【メール文面お届け】Microsoftの欠陥「CVE-2025-62215」 これで対策依頼:脆弱性情報の社内通知
セキュリティアラートが発されたとき、社内で情報を共有するにはどうすればいいのか。Microsoft製品の具体的な脆弱性を取り上げ、社内通知用のメール文面を作成した。
サイバー攻撃が猛威を振るっている中、大半の攻撃の入口になるのは、標的企業のシステムの脆弱(ぜいじゃく)性だ。自社でのシステムの誤設定といった問題だけではなく、ITベンダーの製品に存在する脆弱性もいち早く把握し、対策を講じなければならない。
日本で脆弱性情報をはじめとしたセキュリティアラートを出しているのは、情報処理推進機構(IPA)やJPCERTコーディネーションセンター(JPCERT/CC)などのセキュリティ機関だ。

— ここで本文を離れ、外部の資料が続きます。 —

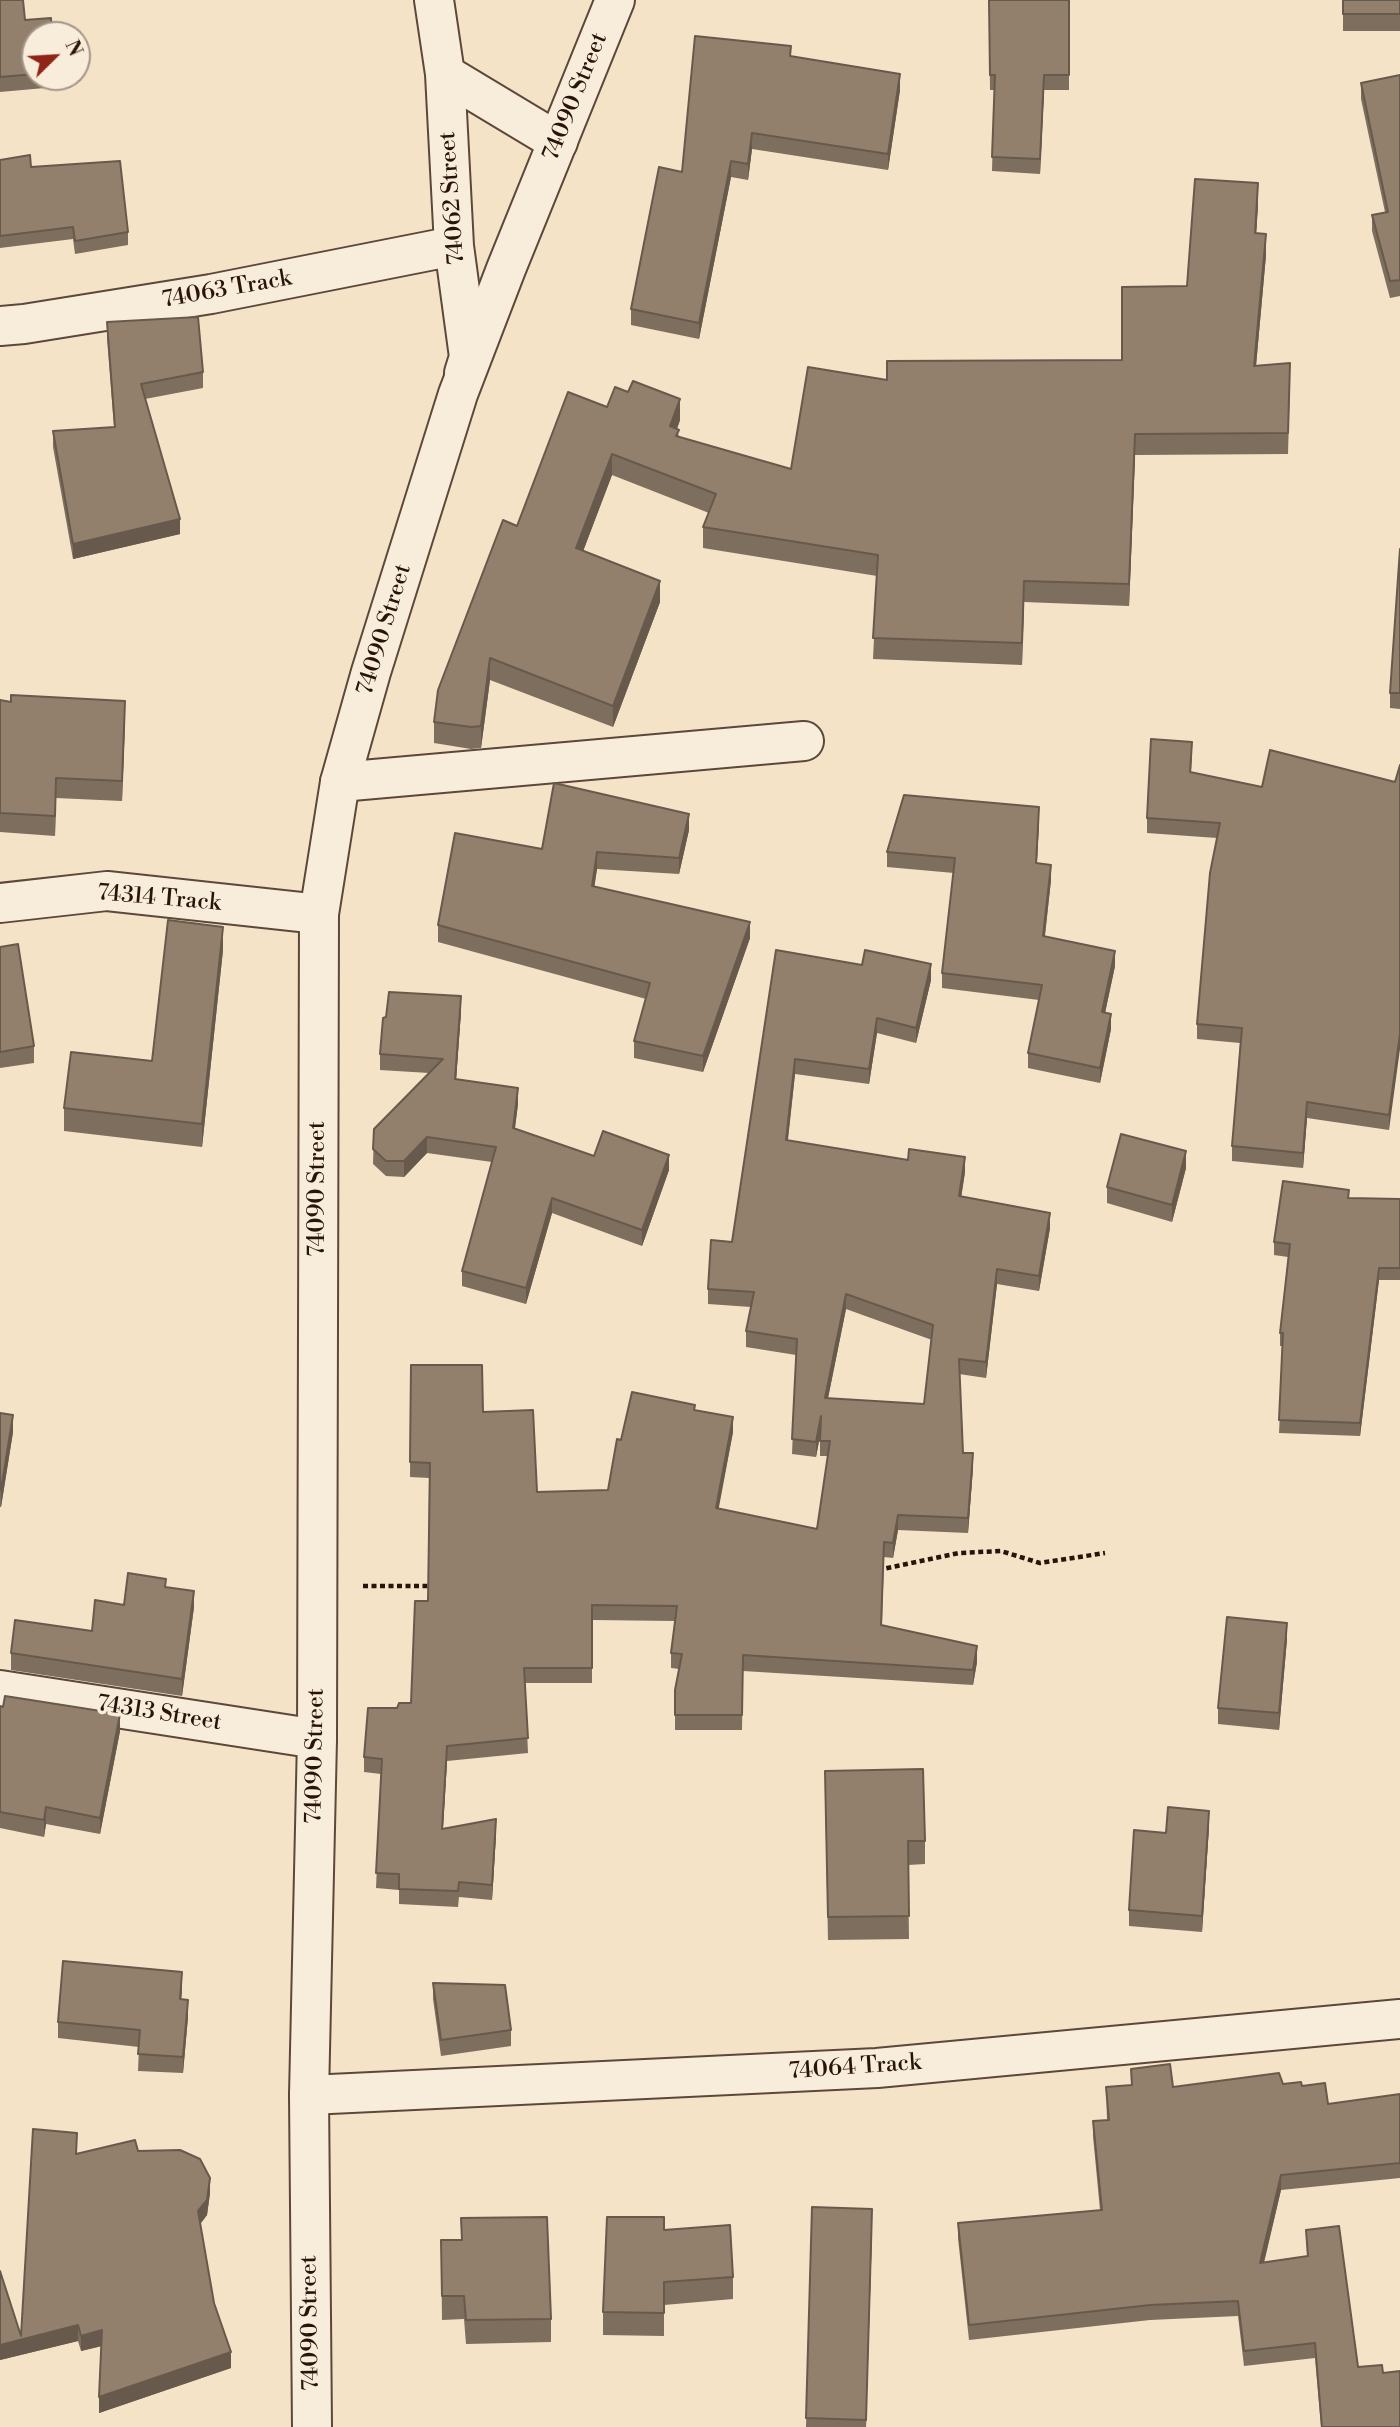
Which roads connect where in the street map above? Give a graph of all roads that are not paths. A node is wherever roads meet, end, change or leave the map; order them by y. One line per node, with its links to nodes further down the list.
1 (434, 0): 3 (street, 74062 Street)
2 (615, 0): 4 (street, 74090 Street)
3 (445, 74): 4 (street); 5 (street, 74062 Street)
4 (558, 142): 7 (street, 74090 Street)
5 (454, 246): 6 (street, 74063 Track); 7 (street, 74062 Street)
6 (0, 326)
7 (458, 394): 9 (street, 74090 Street)
8 (804, 741): 9 (street)
9 (340, 782): 11 (street, 74090 Street)
10 (0, 903): 11 (street, 74314 Track)
11 (319, 914): 13 (street, 74090 Street)
12 (0, 1690): 13 (street, 74313 Street)
13 (317, 1739): 15 (street, 74090 Street)
14 (1400, 2020): 15 (street, 74064 Track)
15 (309, 2095): 16 (street, 74090 Street)
16 (313, 2427)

企業のセキュリティ担当者はこれらのアラートをチェックし、対応が必要と判断した場合、関連情報を社内に通知することが求められる。
本稿は、IPAが2025年11月12日に公開したMicrosoft製品の脆弱性「CVE-2025-62215」(Windows カーネルの特権昇格の脆弱性)を取り上げ、社内向け対応依頼メールの文面をお届けする。最後に、社内通知のポイントも紹介する。

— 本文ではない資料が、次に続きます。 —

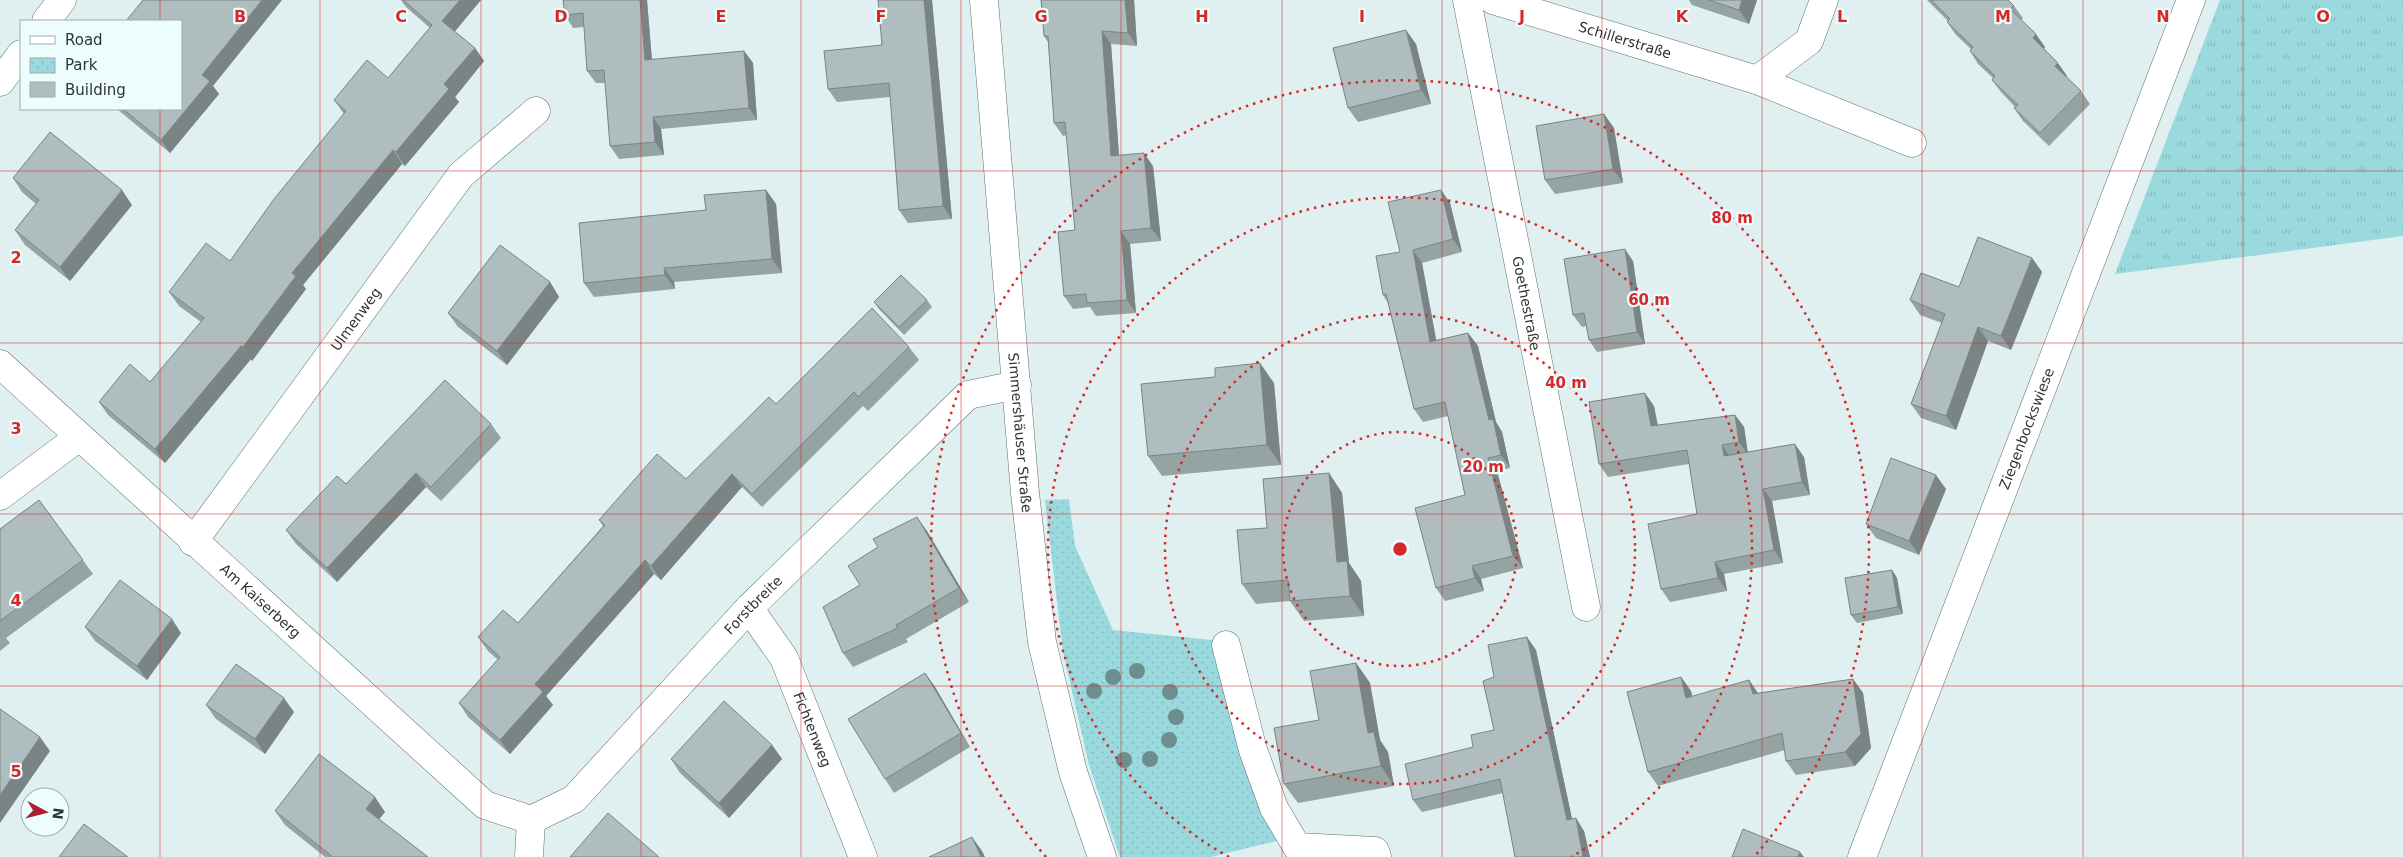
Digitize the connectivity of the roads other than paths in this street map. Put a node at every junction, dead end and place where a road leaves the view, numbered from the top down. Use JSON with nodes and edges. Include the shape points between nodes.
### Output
{"nodes":[{"id":1,"x":62,"y":0,"type":"edge"},
{"id":2,"x":984,"y":0,"type":"edge"},
{"id":3,"x":1467,"y":0,"type":"edge"},
{"id":4,"x":1493,"y":0,"type":"edge"},
{"id":5,"x":1824,"y":0,"type":"edge"},
{"id":6,"x":2191,"y":0,"type":"edge"},
{"id":7,"x":47,"y":20,"type":"edge"},
{"id":8,"x":20,"y":55,"type":"edge"},
{"id":9,"x":1757,"y":80,"type":"junction"},
{"id":10,"x":0,"y":82,"type":"edge"},
{"id":11,"x":536,"y":111,"type":"dead end"},
{"id":12,"x":1912,"y":143,"type":"dead end"},
{"id":13,"x":0,"y":364,"type":"edge"},
{"id":14,"x":1017,"y":385,"type":"junction"},
{"id":15,"x":79,"y":437,"type":"junction"},
{"id":16,"x":0,"y":496,"type":"edge"},
{"id":17,"x":193,"y":542,"type":"junction"},
{"id":18,"x":1586,"y":607,"type":"dead end"},
{"id":19,"x":749,"y":608,"type":"junction"},
{"id":20,"x":1226,"y":645,"type":"dead end"},
{"id":21,"x":531,"y":820,"type":"junction"},
{"id":22,"x":1376,"y":854,"type":"edge"},
{"id":23,"x":530,"y":857,"type":"edge"},
{"id":24,"x":863,"y":857,"type":"edge"},
{"id":25,"x":1102,"y":857,"type":"edge"},
{"id":26,"x":1862,"y":857,"type":"edge"}],
"edges":[{"from":1,"to":7,"type":"street"},
{"from":2,"to":14,"type":"street","name":"Simmershäuser Straße"},
{"from":3,"to":18,"type":"street","name":"Goethestraße"},
{"from":4,"to":9,"type":"street","name":"Schillerstraße"},
{"from":5,"to":9,"type":"street","via":[[1809,41]]},
{"from":6,"to":26,"type":"street","name":"Ziegenbockswiese"},
{"from":8,"to":10,"type":"street"},
{"from":9,"to":12,"type":"street","name":"Schillerstraße"},
{"from":11,"to":17,"type":"street","name":"Ulmenweg","via":[[461,175]]},
{"from":13,"to":15,"type":"street","name":"Am Kaiserberg"},
{"from":14,"to":19,"type":"street","name":"Forstbreite","via":[[968,395]]},
{"from":14,"to":25,"type":"street","name":"Simmershäuser Straße","via":[[1042,642],[1073,772]]},
{"from":15,"to":16,"type":"street"},
{"from":15,"to":17,"type":"street","name":"Am Kaiserberg"},
{"from":17,"to":21,"type":"street","name":"Am Kaiserberg","via":[[485,805]]},
{"from":19,"to":21,"type":"street","name":"Forstbreite","via":[[574,799]]},
{"from":19,"to":24,"type":"street","name":"Fichtenweg","via":[[784,658]]},
{"from":20,"to":22,"type":"street","via":[[1253,750],[1274,808],[1297,847]]},
{"from":21,"to":23,"type":"street"}]}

「そのまま使える」CVE-2025-62215注意喚起の文面
件名
【至急対応依頼】2025年11月公開のMicrosoft製品脆弱性に関するWindows Update実施のお願い
本文
各位
お疲れ様です。情報システム部より、重要なセキュリティ対応のお願いです。
- 背景と内容
IPAが、2025年11月12日付で公表した「Microsoft製品の脆弱性対策について(2025年11月)」において、複数の脆弱性が修正されたセキュリティ更新プログラムがリリースされました。
特に、CVE-2025-62215の脆弱性では、悪用実績が既に確認されており、今後さらに攻撃が拡大する恐れがあるとのことで、緊急の対応が推奨されています。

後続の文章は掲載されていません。